Imbalance of activating and inhibitory receptor expression on effector cells in multiple myeloma patients results in immune suppression

Multiple myeloma (MM) is an incurable plasma cell malignancy of the bone marrow (BM). Recent evidence suggests that natural killer (NK) cells are intricately involved in the immunosurveillance of MM and can specifically target malignant plasma cells in the absence of the immunosuppressive BM microenvironment. Immune suppression in MM patients is systemic with total CD4 T cell counts in the peripheral blood significantly lower than healthy donors.
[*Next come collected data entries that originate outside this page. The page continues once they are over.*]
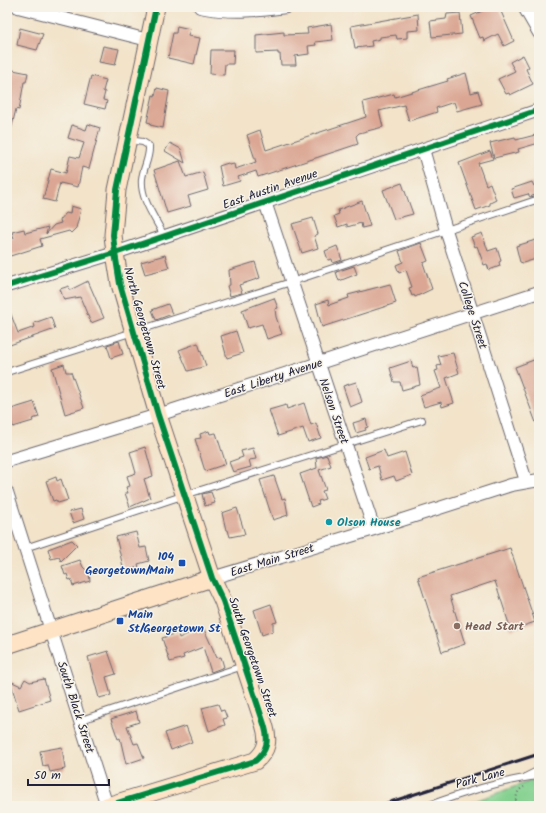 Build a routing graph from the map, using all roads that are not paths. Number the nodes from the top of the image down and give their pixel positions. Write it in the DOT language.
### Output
graph roads {
  1 [pos="18,7"];
  2 [pos="156,7"];
  3 [pos="200,7"];
  4 [pos="286,7"];
  5 [pos="524,7"];
  6 [pos="539,34"];
  7 [pos="148,40"];
  8 [pos="539,110"];
  9 [pos="127,140"];
  10 [pos="423,148"];
  11 [pos="539,199"];
  12 [pos="265,202"];
  13 [pos="446,230"];
  14 [pos="164,236"];
  15 [pos="115,253"];
  16 [pos="291,282"];
  17 [pos="7,286"];
  18 [pos="539,292"];
  19 [pos="472,314"];
  20 [pos="135,332"];
  21 [pos="318,363"];
  22 [pos="7,372"];
  23 [pos="158,415"];
  24 [pos="422,420"];
  25 [pos="345,445"];
  26 [pos="7,461"];
  27 [pos="539,480"];
  28 [pos="526,481"];
  29 [pos="7,492"];
  30 [pos="185,495"];
  31 [pos="374,529"];
  32 [pos="25,548"];
  33 [pos="212,578"];
  34 [pos="52,630"];
  35 [pos="7,645"];
  36 [pos="244,666"];
  37 [pos="81,720"];
  38 [pos="539,770"];
  39 [pos="539,776"];
  40 [pos="524,778"];
  41 [pos="107,806"];
  42 [pos="427,806"];
  1 -- 7 [label="street"];
  2 -- 7 [label="street, North Georgetown Street"];
  3 -- 4 [label="street"];
  5 -- 6 [label="street"];
  7 -- 9 [label="street, North Georgetown Street"];
  8 -- 10 [label="street, East Austin Avenue"];
  9 -- 14 [label="lane"];
  9 -- 15 [label="street, North Georgetown Street"];
  10 -- 12 [label="street, East Austin Avenue"];
  10 -- 13 [label="street, College Street"];
  11 -- 13 [label="lane"];
  12 -- 14 [label="street, East Austin Avenue"];
  12 -- 16 [label="street, Nelson Street"];
  13 -- 16 [label="lane"];
  13 -- 19 [label="street, College Street"];
  14 -- 15 [label="street, East Austin Avenue"];
  15 -- 17 [label="street, East Austin Avenue"];
  15 -- 20 [label="street, North Georgetown Street"];
  16 -- 20 [label="lane"];
  16 -- 21 [label="street, Nelson Street"];
  18 -- 19 [label="street, East Liberty Avenue"];
  19 -- 21 [label="street, East Liberty Avenue"];
  19 -- 28 [label="street, College Street"];
  20 -- 22 [label="lane"];
  20 -- 23 [label="street, North Georgetown Street"];
  21 -- 23 [label="street, East Liberty Avenue"];
  21 -- 25 [label="street, Nelson Street"];
  23 -- 26 [label="street, East Liberty Avenue"];
  23 -- 30 [label="street, North Georgetown Street"];
  24 -- 25 [label="lane"];
  25 -- 30 [label="lane"];
  25 -- 31 [label="street, Nelson Street"];
  27 -- 28 [label="street, East Main Street"];
  28 -- 31 [label="street, East Main Street"];
  29 -- 32 [label="street, South Black Street"];
  30 -- 32 [label="lane"];
  30 -- 33 [label="street, North Georgetown Street"];
  31 -- 33 [label="street, East Main Street"];
  32 -- 34 [label="street, South Black Street"];
  33 -- 34 [label="street, East Main Street"];
  33 -- 36 [label="street, South Georgetown Street"];
  34 -- 35 [label="street, East Main Street"];
  34 -- 37 [label="street, South Black Street"];
  36 -- 37 [label="lane"];
  36 -- 41 [label="street, South Georgetown Street"];
  37 -- 41 [label="street, South Black Street"];
  38 -- 40 [label="lane"];
  39 -- 40 [label="lane, Park Lane"];
  40 -- 42 [label="lane, Park Lane"];
}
We have data showing that the major NK activating receptor NKG2D is significantly reduced in MM patients, whereas inhibitory NKG2A, KIR2DL1 and KIR2DL3 are up-regulated. These inhibitory receptors target HLA-E and C respectively, and dominate over activating signals. Interestingly, we report that NKG2A, KIR2DL1 and KIR2DL3 were also up-regulated on T cells in MM patients. Our subsequent investigations showed that expression of KIR receptors could be induced on CD4 T cells independent of direct cell contact with MM cells. Throughout treatment using an empirical MM drug regimen including an immunomodulatory drug and a corticosteroid, we saw restoration of NKG2D but no change in the expression of inhibitory receptors on NK or T cells in MM patients. Together, this data reveals a novel model of T cell tolerance to MM and highlights to therapeutic potential of KIR blockade to reverse immune suppression.